Prove $\lim_{x\to 0}\frac{x^2}{e^x-x-1}=2$ using only very elementary tools

Question

Consider the following limit:

$$L=\lim_{x\to 0}\frac{x^2}{e^x-x-1}=2$$

I want to solve this limit using only elementary tools. This means that definitions of derivatives, integrals, L'Hopital's rule, and series are not allowed. However, you may use the fact that $e^x=\lim_{n\to\infty}\bigg(1+\frac{x}{n}\bigg)^n$

For context, I have been solving typical problems seen in introductory calculus courses, such as $\lim_{x\to0}\frac{x}{3-\sqrt{x+9}}$. The typical way to approach this is by rationalizing the denominator. However, our calculus teacher gave us the problem above, and told us to solve it without using L'Hopital's rule.

The answer our teacher gave us was apparently to graph the equation, but I was not satisfied, and I wanted to try doing it with basic algebraic operations. Apologies if this is too restrictive.

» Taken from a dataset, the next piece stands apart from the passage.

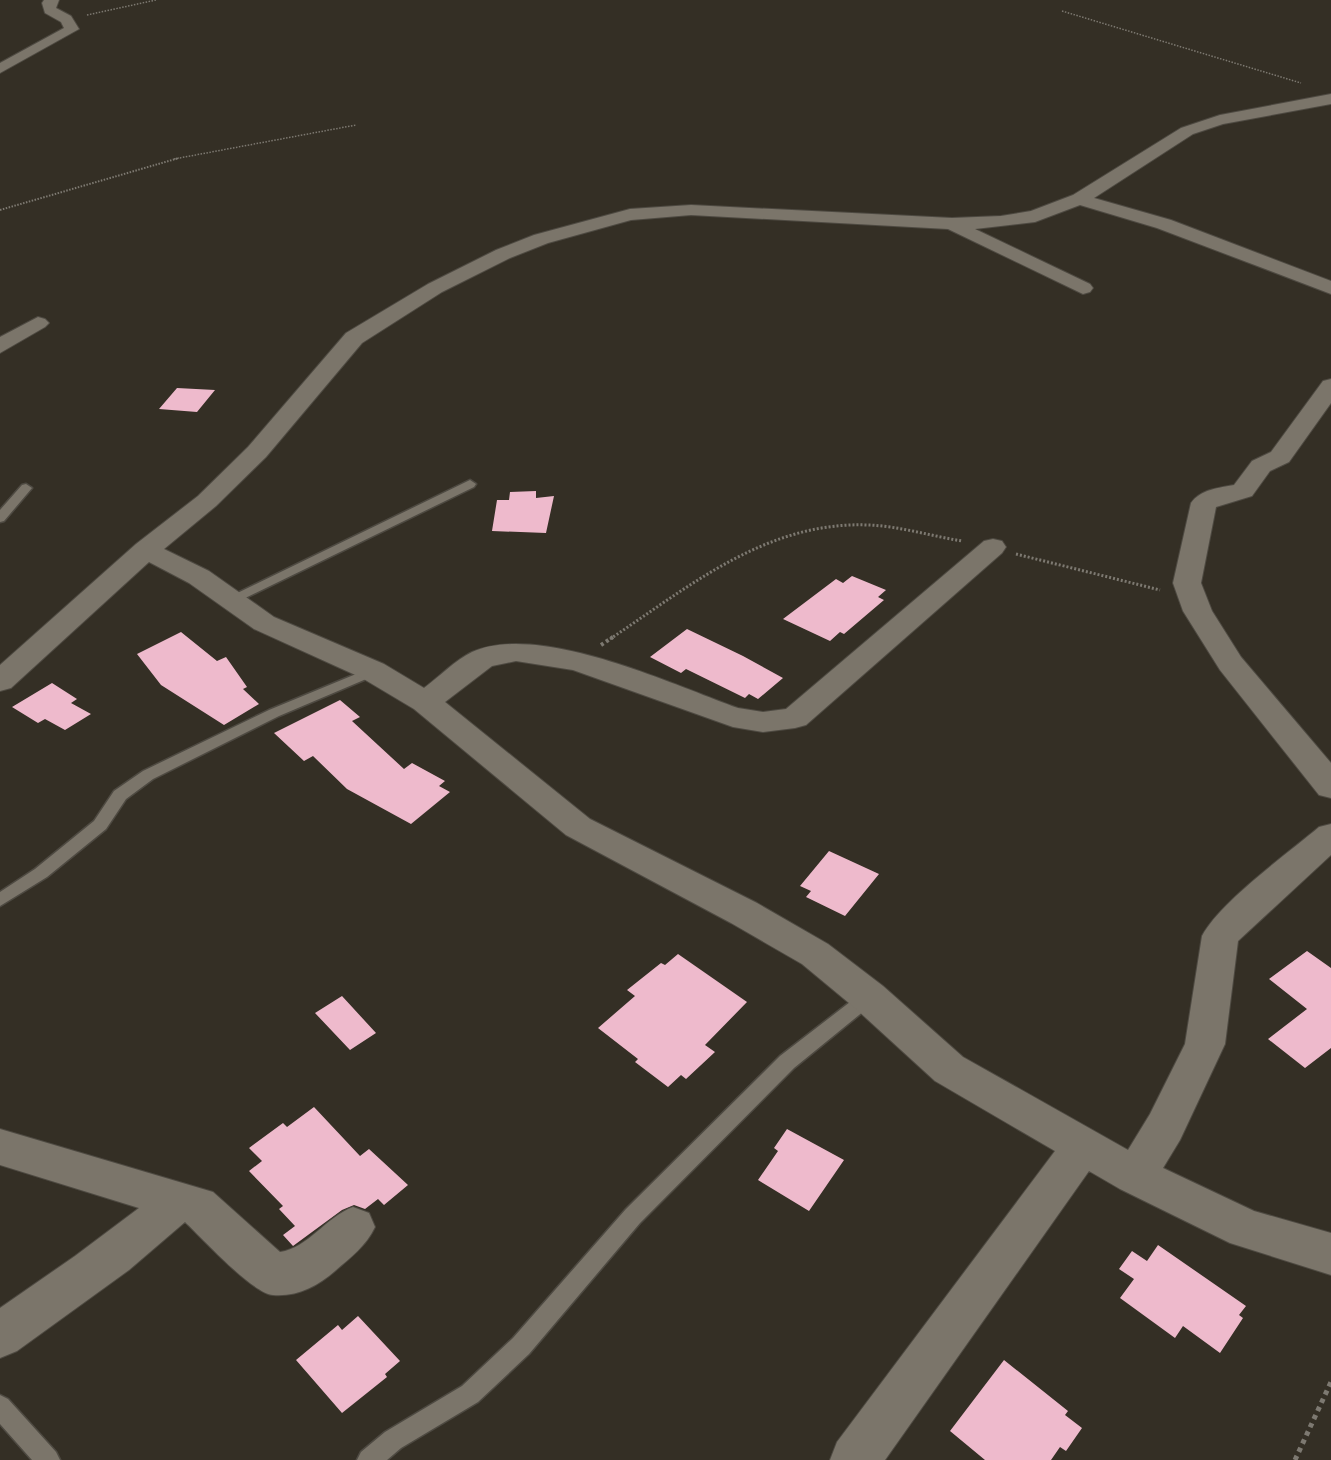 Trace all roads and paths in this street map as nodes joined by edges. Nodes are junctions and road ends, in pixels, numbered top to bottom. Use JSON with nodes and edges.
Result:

I tried using the substitution $x\to-x$ (which is just $L$) and added the two results:

$$2L=\lim_{x\to 0}\frac{x^{2}}{e^{x}-\left(x+1\right)}+\frac{x^{2}}{e^{-x}+\left(x-1\right)}$$

$$L=\lim_{x\to 0}\frac{x^{2}\left(\cosh\left(x\right)-1\right)}{2+2x\sinh\left(x\right)-2\cosh\left(x\right)-x^{2}}$$

This looks worse than the original limit.

Answer 1

Equivalently, let us prove that $$\lim_{x\to0}\frac{e^x-1-x-x^2/2}{x^2}=0.$$ $$\left(1+\frac xn\right)^n=1+x+\frac{n-1}{2n}x^2+\sum_{k=3}^n\binom nk \left(\frac xn\right)^k$$ hence if $|x|\le1$, $$\left|\left(1+\frac xn\right)^n-1-x-\frac{x^2}2\right|\le\frac{x^2}{2n}+|x|^3\left(\left(1+\frac1n\right)^n-1-1-\frac{n-1}{2n}\right).$$ Letting $n$ tend to $\infty$, we get $$\left|e^x-1-x-\frac{x^2}2\right|\le |x|^3\left(e^1-2.5\right)$$ and the result follows.